--- Extracted entries ---

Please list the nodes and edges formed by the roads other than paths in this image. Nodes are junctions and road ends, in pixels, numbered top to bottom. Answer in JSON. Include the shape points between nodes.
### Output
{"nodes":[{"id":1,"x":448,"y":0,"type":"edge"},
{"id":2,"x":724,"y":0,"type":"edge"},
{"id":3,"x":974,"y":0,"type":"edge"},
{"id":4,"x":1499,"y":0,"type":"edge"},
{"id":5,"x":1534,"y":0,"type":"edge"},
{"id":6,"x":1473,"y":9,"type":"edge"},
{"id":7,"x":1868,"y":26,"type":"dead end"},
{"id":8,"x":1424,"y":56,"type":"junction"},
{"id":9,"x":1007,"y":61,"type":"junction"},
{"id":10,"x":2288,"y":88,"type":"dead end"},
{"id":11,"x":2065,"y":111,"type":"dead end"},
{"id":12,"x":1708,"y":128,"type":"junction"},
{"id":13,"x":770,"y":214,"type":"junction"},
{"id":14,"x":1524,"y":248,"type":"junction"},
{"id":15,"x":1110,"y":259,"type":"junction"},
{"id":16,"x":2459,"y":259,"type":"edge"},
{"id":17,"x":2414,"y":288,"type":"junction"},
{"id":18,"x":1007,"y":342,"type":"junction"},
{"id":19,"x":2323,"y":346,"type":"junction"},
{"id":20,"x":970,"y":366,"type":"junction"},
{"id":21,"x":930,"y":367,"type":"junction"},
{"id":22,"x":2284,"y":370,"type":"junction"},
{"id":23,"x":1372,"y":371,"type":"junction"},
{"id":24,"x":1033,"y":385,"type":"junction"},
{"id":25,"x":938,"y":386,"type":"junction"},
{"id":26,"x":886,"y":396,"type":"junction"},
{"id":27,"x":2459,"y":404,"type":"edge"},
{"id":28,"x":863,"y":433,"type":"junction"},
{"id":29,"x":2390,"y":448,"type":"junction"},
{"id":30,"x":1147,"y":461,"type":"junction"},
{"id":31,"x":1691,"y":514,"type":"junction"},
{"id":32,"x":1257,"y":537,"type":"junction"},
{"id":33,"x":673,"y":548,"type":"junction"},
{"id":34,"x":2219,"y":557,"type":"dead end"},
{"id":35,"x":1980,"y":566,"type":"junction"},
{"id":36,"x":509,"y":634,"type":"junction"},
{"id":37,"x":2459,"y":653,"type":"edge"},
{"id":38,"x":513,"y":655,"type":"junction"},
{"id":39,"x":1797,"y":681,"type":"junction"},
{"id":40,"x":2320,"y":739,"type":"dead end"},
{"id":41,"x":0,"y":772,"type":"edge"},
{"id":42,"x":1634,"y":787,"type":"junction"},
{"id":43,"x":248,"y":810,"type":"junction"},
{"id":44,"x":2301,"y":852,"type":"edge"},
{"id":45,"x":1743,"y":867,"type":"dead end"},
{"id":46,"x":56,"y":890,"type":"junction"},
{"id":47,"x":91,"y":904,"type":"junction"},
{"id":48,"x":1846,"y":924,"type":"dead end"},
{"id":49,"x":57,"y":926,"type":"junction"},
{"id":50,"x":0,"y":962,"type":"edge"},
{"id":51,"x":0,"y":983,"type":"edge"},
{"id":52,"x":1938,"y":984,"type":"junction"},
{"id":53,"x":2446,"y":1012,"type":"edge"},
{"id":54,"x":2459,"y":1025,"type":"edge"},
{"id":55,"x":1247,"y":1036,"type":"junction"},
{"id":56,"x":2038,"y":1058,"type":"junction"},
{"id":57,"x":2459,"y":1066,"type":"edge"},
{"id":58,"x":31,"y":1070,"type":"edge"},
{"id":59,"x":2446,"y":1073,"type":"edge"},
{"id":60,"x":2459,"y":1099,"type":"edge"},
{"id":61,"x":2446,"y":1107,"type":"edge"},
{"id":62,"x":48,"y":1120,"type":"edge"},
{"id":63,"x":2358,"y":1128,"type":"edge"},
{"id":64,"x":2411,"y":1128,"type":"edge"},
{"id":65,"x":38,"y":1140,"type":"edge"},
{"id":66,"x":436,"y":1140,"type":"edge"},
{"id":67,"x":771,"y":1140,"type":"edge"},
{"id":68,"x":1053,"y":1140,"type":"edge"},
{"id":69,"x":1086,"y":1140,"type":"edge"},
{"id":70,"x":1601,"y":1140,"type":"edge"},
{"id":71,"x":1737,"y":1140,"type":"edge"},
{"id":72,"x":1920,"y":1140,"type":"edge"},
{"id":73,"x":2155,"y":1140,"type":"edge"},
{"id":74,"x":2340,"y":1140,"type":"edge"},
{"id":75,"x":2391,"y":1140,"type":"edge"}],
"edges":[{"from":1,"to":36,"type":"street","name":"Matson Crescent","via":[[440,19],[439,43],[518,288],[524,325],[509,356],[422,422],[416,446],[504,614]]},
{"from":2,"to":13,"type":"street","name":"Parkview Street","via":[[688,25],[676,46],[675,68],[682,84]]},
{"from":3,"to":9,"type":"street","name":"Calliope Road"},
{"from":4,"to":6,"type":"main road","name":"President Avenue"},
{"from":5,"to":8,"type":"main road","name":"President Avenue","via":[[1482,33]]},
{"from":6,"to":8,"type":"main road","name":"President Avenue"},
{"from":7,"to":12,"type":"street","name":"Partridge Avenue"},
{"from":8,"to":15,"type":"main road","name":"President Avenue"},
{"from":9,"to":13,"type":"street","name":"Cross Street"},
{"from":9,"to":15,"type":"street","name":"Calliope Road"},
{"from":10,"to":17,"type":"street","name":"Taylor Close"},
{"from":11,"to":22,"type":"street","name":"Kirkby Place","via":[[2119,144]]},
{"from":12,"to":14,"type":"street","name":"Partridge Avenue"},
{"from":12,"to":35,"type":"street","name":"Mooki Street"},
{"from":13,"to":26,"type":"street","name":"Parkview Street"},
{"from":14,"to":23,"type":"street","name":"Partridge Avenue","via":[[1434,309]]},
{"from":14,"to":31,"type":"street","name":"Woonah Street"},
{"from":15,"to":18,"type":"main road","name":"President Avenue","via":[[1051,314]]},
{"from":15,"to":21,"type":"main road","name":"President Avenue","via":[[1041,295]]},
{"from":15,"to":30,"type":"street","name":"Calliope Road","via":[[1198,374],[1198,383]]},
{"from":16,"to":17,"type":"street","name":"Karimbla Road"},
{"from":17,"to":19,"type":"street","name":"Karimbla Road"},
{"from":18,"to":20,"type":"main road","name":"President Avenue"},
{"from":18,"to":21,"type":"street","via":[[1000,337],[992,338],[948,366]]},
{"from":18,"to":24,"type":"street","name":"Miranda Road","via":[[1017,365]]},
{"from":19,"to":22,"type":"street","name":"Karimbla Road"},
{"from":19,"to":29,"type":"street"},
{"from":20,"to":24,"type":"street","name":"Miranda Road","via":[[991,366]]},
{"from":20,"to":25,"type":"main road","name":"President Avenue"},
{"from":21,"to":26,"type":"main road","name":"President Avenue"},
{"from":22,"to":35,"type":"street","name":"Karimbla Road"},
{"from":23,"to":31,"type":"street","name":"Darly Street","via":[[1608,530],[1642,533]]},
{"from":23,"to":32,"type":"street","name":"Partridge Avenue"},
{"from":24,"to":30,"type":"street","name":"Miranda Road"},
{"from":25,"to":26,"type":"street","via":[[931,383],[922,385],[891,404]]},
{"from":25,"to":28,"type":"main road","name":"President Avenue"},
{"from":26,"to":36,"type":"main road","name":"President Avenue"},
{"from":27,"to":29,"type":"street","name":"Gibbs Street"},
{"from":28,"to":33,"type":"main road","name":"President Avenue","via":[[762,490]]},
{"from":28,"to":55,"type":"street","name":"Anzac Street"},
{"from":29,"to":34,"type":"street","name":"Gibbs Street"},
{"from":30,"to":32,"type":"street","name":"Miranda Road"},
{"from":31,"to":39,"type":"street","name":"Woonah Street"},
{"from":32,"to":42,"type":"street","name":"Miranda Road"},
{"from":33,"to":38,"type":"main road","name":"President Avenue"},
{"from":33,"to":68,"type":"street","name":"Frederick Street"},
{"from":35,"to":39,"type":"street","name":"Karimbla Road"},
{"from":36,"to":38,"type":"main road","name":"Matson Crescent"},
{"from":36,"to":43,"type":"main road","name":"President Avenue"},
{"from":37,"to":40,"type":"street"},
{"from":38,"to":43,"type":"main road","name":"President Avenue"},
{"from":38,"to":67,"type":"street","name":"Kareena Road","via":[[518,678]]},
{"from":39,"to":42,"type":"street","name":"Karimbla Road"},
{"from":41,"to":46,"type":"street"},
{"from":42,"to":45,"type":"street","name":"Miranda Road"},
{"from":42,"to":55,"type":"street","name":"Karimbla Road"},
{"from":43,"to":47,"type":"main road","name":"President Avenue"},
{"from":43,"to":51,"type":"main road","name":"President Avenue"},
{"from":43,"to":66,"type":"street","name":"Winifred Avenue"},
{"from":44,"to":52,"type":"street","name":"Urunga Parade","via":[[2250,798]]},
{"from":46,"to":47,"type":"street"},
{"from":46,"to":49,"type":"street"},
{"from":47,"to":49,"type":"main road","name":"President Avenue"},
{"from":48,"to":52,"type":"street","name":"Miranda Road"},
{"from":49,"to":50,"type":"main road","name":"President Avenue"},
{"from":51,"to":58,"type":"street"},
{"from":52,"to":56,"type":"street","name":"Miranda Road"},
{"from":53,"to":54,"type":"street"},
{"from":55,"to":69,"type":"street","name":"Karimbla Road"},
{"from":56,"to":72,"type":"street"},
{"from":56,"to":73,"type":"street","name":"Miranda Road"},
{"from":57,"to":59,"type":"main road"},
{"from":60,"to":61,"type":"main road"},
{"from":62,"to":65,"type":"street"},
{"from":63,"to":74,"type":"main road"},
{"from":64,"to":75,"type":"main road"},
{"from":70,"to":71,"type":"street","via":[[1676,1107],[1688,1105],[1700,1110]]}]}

---

### Task to carry out
Return every line of the material in which the word "Woonah" is found.

### Response below
{"from":14,"to":31,"type":"street","name":"Woonah Street"},
{"from":31,"to":39,"type":"street","name":"Woonah Street"},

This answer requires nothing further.